# Drain Repair



## Chandog (Nov 22, 2010)

Here's a repair I did on the third floor of an apartment building. ABS lav drain broke off of cast tee. Lav faucet had been dripping and ceiling below fell out. Had to pull toilet to access pipes in wall. Pipe going up is 3" ABS vent pipe. Coupling on lav drain is slip/repair coupling with multi purpose glue. Tried to use a 3" repair coupling on the vent pipe at the same time but the multipurpose set too fast to do two slip joints.


----------



## Chandog (Nov 22, 2010)

ok those pics need to rotate 90 degrees to the right. not sure why that happened.


----------



## MarkToo (Dec 17, 2011)

Chandog said:


> ok those pics need to rotate 90 degrees to the right. not sure why that happened.

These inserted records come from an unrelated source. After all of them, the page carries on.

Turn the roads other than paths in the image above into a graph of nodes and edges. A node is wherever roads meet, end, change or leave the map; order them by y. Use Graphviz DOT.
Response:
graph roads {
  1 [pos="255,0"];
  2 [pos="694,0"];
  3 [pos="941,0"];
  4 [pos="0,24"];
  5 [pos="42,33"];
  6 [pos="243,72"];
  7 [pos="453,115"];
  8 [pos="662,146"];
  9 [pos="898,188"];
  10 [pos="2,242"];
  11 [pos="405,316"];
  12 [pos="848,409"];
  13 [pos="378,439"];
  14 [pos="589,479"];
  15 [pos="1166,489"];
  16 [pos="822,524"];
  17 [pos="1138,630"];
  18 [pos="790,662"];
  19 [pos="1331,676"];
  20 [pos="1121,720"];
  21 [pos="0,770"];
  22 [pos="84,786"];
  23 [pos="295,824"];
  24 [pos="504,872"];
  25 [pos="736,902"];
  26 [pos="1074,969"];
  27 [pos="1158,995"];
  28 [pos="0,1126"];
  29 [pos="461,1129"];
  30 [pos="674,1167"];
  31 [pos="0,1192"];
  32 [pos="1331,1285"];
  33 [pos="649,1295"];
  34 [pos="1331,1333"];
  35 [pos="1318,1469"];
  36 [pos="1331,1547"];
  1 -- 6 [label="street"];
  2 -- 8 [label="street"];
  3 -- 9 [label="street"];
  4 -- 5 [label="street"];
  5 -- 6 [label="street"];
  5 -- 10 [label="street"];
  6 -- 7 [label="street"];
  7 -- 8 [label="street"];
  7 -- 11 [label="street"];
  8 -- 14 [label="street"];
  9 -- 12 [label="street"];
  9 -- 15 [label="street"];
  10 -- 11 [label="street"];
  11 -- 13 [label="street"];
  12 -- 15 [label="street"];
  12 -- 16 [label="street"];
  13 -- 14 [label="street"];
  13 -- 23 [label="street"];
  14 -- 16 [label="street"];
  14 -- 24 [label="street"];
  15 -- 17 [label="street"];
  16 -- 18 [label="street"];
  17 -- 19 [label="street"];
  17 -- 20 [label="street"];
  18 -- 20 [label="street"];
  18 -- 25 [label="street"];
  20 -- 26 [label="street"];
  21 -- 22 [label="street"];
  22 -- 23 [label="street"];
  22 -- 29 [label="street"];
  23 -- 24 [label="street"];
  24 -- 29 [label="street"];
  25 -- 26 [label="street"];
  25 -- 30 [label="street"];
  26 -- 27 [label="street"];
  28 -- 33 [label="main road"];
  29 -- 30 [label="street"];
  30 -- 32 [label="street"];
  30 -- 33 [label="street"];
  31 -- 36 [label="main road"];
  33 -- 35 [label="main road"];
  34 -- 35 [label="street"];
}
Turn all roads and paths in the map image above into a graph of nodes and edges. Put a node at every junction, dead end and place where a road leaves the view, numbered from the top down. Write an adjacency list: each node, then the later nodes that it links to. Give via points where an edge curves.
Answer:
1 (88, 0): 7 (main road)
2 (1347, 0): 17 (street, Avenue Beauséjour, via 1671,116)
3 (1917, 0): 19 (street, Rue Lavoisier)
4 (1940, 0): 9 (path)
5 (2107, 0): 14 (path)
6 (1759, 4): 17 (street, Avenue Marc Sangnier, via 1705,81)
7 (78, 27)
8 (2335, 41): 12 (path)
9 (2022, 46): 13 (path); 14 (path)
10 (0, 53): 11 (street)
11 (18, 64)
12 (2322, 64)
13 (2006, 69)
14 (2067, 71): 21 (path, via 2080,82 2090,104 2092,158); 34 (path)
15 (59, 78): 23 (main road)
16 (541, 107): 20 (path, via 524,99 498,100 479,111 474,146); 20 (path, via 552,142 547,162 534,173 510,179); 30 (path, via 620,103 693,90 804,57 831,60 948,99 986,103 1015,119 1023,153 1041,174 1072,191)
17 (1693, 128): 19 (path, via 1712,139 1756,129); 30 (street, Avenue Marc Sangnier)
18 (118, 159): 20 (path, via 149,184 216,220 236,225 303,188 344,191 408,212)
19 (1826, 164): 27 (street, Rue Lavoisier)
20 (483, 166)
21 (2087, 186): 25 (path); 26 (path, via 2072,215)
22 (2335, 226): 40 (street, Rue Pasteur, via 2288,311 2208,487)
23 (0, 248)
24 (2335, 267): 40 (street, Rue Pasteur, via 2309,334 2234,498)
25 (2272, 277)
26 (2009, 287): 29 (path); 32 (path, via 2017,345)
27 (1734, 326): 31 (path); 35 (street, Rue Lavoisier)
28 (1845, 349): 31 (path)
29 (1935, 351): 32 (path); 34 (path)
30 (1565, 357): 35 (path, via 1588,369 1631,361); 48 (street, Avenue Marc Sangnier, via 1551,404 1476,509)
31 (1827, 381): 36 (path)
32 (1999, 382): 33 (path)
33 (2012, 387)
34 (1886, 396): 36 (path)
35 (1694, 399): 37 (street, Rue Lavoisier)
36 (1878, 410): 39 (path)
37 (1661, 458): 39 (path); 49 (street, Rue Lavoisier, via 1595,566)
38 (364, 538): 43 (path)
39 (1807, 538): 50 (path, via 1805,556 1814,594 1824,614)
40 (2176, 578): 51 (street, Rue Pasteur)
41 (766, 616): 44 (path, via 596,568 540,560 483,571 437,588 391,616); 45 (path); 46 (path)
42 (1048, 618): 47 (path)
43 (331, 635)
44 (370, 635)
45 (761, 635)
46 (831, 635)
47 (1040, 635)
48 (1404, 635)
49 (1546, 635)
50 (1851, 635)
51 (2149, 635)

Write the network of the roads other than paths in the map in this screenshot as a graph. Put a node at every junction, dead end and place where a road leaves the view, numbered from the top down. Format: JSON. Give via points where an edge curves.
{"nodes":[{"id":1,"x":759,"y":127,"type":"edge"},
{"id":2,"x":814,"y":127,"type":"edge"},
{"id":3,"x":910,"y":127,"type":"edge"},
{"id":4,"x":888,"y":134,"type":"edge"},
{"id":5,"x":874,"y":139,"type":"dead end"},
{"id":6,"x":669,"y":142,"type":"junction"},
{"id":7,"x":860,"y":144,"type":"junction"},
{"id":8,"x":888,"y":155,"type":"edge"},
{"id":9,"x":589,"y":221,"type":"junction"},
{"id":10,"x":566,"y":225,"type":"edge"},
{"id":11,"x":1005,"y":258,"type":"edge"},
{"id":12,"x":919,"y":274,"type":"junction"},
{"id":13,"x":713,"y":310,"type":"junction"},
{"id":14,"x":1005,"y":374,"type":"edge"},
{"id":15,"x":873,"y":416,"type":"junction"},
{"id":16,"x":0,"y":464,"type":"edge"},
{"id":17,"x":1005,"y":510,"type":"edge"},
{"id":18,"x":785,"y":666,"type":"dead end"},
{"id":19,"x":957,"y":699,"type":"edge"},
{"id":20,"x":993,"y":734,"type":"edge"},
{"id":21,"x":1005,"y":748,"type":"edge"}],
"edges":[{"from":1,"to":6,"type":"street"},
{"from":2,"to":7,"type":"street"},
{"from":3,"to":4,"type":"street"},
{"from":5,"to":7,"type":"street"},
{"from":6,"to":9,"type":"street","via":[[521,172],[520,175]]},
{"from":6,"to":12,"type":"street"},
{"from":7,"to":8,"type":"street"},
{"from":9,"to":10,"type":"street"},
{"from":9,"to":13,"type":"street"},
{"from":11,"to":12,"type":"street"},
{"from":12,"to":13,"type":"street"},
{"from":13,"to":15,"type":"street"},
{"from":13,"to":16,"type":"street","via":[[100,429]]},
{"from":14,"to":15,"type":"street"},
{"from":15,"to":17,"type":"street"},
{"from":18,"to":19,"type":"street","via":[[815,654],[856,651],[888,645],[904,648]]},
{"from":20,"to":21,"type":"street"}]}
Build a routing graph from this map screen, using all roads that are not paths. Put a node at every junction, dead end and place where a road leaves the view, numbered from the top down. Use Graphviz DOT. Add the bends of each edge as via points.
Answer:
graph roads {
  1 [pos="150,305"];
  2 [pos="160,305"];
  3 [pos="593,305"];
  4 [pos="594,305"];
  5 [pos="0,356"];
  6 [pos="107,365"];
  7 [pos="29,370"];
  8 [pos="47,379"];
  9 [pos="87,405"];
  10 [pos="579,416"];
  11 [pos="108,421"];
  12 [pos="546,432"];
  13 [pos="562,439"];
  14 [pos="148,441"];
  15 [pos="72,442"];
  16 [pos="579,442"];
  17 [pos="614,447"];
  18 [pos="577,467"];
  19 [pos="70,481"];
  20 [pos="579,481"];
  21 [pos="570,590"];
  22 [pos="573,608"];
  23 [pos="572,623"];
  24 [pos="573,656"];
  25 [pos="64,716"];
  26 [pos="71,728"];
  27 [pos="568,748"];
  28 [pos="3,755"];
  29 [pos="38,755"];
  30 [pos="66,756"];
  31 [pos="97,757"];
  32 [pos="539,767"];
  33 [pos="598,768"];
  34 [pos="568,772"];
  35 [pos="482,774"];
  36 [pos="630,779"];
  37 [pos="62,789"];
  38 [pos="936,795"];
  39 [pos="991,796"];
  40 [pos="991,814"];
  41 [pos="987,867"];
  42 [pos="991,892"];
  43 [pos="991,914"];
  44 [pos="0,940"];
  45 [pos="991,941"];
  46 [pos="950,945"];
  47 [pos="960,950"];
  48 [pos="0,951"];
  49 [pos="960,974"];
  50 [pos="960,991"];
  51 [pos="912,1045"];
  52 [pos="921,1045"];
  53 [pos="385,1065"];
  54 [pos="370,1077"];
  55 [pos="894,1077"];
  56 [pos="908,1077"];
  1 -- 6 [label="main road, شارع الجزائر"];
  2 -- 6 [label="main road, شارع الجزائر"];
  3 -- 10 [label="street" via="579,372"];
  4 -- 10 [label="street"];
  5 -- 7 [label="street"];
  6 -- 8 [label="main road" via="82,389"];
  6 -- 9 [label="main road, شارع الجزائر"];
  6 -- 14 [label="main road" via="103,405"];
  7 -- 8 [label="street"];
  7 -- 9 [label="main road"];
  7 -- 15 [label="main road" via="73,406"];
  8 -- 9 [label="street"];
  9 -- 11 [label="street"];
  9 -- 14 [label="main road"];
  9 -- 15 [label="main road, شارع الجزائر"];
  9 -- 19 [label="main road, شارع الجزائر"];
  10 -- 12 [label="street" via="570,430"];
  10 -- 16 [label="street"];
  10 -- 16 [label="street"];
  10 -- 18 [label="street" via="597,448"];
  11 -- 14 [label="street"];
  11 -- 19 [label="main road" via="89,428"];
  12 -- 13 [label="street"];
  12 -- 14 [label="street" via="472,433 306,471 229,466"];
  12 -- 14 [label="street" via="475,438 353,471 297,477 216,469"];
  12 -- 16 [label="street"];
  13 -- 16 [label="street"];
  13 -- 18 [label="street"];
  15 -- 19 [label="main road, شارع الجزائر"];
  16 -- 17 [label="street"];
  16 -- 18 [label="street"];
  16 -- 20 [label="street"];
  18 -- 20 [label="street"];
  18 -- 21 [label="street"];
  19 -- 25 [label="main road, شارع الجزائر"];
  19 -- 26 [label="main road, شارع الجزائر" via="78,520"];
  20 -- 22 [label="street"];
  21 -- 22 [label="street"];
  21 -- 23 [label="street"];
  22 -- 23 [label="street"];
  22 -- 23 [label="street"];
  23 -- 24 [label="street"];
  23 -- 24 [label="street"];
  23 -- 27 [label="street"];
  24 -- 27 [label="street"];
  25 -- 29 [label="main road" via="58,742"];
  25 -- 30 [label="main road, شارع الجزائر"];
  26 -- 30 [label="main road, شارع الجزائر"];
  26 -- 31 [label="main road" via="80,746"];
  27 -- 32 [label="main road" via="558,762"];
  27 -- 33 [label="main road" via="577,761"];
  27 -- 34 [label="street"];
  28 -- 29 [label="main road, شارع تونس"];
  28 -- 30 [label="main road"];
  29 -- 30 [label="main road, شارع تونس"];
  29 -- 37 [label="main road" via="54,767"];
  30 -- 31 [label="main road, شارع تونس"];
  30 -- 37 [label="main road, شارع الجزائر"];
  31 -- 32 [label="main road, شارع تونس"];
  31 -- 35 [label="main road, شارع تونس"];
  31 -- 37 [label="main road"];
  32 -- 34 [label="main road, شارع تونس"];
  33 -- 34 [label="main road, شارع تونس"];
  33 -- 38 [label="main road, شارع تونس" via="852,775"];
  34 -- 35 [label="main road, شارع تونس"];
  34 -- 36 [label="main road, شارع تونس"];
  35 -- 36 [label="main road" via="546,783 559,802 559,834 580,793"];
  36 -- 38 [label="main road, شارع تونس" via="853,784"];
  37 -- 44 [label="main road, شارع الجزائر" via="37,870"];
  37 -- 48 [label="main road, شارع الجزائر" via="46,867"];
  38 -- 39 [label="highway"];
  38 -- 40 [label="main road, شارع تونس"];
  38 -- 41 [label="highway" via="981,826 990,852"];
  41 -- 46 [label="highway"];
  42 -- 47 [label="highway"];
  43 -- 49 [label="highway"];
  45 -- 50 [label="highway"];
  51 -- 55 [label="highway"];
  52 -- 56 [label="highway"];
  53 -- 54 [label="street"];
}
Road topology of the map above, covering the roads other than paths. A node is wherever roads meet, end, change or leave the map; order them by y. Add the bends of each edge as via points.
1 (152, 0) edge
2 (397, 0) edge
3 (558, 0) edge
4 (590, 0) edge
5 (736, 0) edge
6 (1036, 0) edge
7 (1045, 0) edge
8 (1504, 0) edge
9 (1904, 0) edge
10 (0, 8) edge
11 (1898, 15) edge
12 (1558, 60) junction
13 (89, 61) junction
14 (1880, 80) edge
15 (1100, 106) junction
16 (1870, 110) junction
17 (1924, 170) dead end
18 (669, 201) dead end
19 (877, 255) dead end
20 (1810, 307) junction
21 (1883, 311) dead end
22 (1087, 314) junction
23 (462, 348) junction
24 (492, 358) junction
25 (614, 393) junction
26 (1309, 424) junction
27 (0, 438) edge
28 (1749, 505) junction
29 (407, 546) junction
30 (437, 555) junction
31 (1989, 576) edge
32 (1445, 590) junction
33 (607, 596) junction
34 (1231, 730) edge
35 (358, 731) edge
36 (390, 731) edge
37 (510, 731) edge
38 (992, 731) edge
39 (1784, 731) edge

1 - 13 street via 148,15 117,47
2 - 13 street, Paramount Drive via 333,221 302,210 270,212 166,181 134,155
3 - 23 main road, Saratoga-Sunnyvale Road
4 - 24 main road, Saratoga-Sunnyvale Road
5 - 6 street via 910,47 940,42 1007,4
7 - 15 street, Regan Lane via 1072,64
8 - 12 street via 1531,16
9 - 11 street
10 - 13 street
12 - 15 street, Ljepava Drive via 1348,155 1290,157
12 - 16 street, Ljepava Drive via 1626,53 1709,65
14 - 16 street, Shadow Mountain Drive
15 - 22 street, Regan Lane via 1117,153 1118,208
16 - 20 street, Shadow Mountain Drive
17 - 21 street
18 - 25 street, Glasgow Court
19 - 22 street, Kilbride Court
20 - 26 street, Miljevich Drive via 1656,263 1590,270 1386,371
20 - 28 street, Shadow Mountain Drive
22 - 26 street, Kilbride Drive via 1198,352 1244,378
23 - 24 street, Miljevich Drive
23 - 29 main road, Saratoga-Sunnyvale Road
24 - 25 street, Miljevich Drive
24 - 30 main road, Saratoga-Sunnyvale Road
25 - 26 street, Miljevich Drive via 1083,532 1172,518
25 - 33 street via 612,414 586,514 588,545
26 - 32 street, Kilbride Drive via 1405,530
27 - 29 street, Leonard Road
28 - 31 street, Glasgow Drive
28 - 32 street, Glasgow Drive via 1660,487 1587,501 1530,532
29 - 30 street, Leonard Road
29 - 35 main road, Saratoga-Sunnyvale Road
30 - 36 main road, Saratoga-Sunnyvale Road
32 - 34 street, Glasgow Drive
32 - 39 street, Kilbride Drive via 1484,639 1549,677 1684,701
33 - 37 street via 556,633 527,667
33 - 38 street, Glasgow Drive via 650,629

That's what I tell the inspector too every time I put a san tee on it's back...


----------



## Rando (Dec 31, 2012)

Couldn't you have just taken the old threads out of the tee and screwed in a new MIP? or was the tap tee shot too? 
We're not alowed to use a fernco for plastic to plastic above ground here. would have had to use a mission


----------



## Chandog (Nov 22, 2010)

Rando said:


> Couldn't you have just taken the old threads out of the tee and screwed in a new MIP? or was the tap tee shot too?
> We're not alowed to use a fernco for plastic to plastic above ground here. would have had to use a mission


I suppose I could have. I don't like doing that though on old cast iron if I can help it. No real reason. Just don't like to do it.


----------



## PLUMB TIME (Feb 2, 2009)

Heat it up. Peel it out. Chase it. Done. But that's me. Either way it's finished.:thumbsup:


----------



## plbgbiz (Aug 27, 2010)

Clean repair but is that an approved transition from ABS to PVC?


----------



## Chandog (Nov 22, 2010)

plbgbiz said:


> Clean repair but is that an approved transition from ABS to PVC?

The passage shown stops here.